Caldera walked onto the jetty. The slats were old, & through their gaps Sham could see paint flakes falling onto earth churned by ferocious little mammals.

“Out there,” she said, “there’s so many things. There are people miles out who roll with the wind, you know, on trains that ain’t changed for centuries. Our parents found their hunt-grounds, & found them. They went with them, learned from them. How to travel without engines. All their stories about the railsea & Heaven & how to get there & the weeping. Everything. Everyone knows something worth learning.”

“Not everyone,” Sham said.

“Alright, not everyone. Most people, though.”

Clouds momentarily parted, & Sham glimpsed the yellow upsky. He heard a plane.

“Do you believe there’s all them riches?” Sham said. “Is that what you’re looking for?”

Caldera shrugged. “I don’t know if I believe it or not. But it ain’t why we’re going.”

“You’re exploring,” said Sham. “You just want to know.”

She nodded. “We were waiting for them,” she said. “& as much as you could, you brought them back. What else would we do but go where they went? & it ain’t just duty. I promise you that. You showed me a picture. Well, I’ll show you a picture back.”

Caldera took a print from her pocket. Rock weathered into snarls, hillocks supporting scraggy hardland animals, cactus & ivy. Railsea miles. & a staircase.

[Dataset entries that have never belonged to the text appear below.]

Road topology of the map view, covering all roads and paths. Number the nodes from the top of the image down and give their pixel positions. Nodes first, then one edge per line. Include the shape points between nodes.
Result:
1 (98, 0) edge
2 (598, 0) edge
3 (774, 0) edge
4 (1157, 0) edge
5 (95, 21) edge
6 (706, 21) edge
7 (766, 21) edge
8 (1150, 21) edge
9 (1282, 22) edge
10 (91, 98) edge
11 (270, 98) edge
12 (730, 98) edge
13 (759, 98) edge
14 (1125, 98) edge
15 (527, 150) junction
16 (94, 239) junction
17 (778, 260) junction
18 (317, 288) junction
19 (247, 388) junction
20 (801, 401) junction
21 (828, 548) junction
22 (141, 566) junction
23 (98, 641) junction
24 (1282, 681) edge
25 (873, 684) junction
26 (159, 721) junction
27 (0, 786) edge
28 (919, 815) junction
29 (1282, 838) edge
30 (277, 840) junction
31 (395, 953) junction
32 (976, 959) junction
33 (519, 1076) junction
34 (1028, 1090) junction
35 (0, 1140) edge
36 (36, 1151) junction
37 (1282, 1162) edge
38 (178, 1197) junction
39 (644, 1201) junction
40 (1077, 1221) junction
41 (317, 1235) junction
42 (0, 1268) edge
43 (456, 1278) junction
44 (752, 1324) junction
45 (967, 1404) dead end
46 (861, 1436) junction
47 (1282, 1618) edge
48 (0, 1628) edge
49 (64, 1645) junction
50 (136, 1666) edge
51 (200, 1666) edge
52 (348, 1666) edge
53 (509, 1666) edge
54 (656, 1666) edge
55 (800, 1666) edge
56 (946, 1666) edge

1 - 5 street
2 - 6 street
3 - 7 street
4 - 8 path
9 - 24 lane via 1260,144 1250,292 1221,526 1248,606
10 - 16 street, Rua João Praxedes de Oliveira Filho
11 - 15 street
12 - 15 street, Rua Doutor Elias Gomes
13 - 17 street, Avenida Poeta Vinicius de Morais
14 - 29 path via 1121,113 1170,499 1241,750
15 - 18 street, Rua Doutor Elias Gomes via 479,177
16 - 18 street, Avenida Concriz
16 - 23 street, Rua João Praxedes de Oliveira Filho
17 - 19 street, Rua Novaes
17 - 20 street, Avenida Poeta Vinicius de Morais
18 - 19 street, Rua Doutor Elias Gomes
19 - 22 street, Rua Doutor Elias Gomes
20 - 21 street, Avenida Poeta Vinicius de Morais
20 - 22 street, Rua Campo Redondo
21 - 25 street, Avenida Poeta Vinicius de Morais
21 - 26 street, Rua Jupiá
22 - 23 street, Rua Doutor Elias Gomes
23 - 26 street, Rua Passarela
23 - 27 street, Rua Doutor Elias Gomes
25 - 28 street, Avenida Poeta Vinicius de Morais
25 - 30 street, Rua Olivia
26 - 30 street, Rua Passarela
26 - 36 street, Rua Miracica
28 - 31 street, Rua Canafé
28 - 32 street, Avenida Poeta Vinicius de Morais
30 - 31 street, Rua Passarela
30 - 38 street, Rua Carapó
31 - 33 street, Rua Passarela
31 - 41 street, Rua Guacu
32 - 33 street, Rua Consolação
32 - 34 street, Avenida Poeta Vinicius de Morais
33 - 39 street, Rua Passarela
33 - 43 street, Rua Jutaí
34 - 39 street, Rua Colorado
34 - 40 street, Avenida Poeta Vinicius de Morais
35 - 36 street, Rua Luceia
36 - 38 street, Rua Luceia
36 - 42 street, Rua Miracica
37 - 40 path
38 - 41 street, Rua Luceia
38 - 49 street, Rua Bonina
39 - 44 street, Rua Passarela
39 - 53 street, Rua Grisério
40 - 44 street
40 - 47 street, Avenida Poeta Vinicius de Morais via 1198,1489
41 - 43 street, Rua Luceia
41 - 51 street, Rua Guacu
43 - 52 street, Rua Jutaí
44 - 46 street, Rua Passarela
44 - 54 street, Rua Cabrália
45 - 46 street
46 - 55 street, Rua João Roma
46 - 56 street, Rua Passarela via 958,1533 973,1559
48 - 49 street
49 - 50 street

A staircase. It emerged from the ground, as high as a house, jutting at 45 degrees, ending in the air. A salvage overhang! Sham stared.

“It’s an escalator,” Caldera said. “Way out there.” She pointed to railsea. Below the apex of the stairs’ rise was a cone of dirt & rubbish. What fell from it was not even salvage, but true useless rubbish, rejectamenta beyond reclamation, hauled up out of the innards of the world.

THIRTY-NINE

OH MY STONEFACES,” SHAM SAID. “WHERE IS that?”

Caldera glanced back at the house. “Dero’ll be going spare, me leaving him there like that. I just needed a moment.” She looked at Sham. “Just listen. Let me tell you about what’s under there.” She cleared her throat. Caldera told him:

THE STAIRS KEEP GRINDING. They move up, all the time. So when you land on them—& the rails don’t go that close, you have to jump!—you have to race down against the motion so the old escalator powered by who knows what current down there doesn’t deposit you with the garbage—

“How DO YOU KNOW?” Sham said. Caldera blinked.

“They took me once,” she said. “My parents. They were changing their plans. They knew how to use salvage, they just … took me there when they didn’t love doing it anymore. To tell me why. Shhh.”

Caldera continued:

—WITH THE GARBAGE.

So down you run against it carrying your pack, down the metal stairs, into the darkness under the railsea. I know what you’re thinking: that’s where the animals live, & why would you ever do that? But mostly they don’t come into these tunnels & no I don’t know why. So don’t think about burrowing predators, toxic earth, rockfalls, grizzly chthonic deaths.

There are electric lights down there. In the salvage mine.

Don’t think about burrowers. Don’t think about seeing a bulge in that garbage wall, as you walk hunched to get under the beams of the supports, past the trolleys & wagons & discarded tools; don’t think about that bulge roaring into a split into the shadows under the world & onto a snuffling, blind, toothed face.

Just look at this passage. Between layers of pressure-hardened earth & shaley rock, an archaeology of discards, centuries layered. Extruded edges of junk, shards, glass, bits & pieces, faint stretching fronds of ripped-up plastic bags. A greening layer: tiny cogs from a clockwork epoch; crushed plastic; the scintilla from an era of glass; rag-seams of degraded video tape; a gallimaufryan coagulum of mixed-up oddness.